- [Task description]:
Return the records exactly, with nothing added.

*** Block opens ***

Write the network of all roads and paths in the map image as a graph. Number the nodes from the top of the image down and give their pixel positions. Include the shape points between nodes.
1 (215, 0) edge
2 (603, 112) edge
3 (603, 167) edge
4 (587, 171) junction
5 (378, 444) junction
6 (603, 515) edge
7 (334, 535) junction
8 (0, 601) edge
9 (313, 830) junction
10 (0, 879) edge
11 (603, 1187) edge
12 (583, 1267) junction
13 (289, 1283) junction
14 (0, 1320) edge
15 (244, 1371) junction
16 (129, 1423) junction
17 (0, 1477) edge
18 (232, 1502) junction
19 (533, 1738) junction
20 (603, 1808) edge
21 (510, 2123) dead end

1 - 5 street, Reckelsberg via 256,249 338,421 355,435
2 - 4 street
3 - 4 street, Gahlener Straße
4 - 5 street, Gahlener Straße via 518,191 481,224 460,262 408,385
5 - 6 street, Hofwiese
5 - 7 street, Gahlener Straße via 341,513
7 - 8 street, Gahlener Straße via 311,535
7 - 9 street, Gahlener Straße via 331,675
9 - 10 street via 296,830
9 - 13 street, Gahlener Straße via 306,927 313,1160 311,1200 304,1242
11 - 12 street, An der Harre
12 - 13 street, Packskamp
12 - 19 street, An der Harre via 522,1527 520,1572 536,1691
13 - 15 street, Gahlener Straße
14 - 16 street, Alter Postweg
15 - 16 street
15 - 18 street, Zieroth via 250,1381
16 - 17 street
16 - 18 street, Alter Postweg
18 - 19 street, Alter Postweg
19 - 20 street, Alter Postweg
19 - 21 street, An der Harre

*** Block closes ***

- [Response to this task]:
Write the network of all roads and paths in the map image as a graph. Number the nodes from the top of the image down and give their pixel positions. Include the shape points between nodes.
1 (215, 0) edge
2 (603, 112) edge
3 (603, 167) edge
4 (587, 171) junction
5 (378, 444) junction
6 (603, 515) edge
7 (334, 535) junction
8 (0, 601) edge
9 (313, 830) junction
10 (0, 879) edge
11 (603, 1187) edge
12 (583, 1267) junction
13 (289, 1283) junction
14 (0, 1320) edge
15 (244, 1371) junction
16 (129, 1423) junction
17 (0, 1477) edge
18 (232, 1502) junction
19 (533, 1738) junction
20 (603, 1808) edge
21 (510, 2123) dead end

1 - 5 street, Reckelsberg via 256,249 338,421 355,435
2 - 4 street
3 - 4 street, Gahlener Straße
4 - 5 street, Gahlener Straße via 518,191 481,224 460,262 408,385
5 - 6 street, Hofwiese
5 - 7 street, Gahlener Straße via 341,513
7 - 8 street, Gahlener Straße via 311,535
7 - 9 street, Gahlener Straße via 331,675
9 - 10 street via 296,830
9 - 13 street, Gahlener Straße via 306,927 313,1160 311,1200 304,1242
11 - 12 street, An der Harre
12 - 13 street, Packskamp
12 - 19 street, An der Harre via 522,1527 520,1572 536,1691
13 - 15 street, Gahlener Straße
14 - 16 street, Alter Postweg
15 - 16 street
15 - 18 street, Zieroth via 250,1381
16 - 17 street
16 - 18 street, Alter Postweg
18 - 19 street, Alter Postweg
19 - 20 street, Alter Postweg
19 - 21 street, An der Harre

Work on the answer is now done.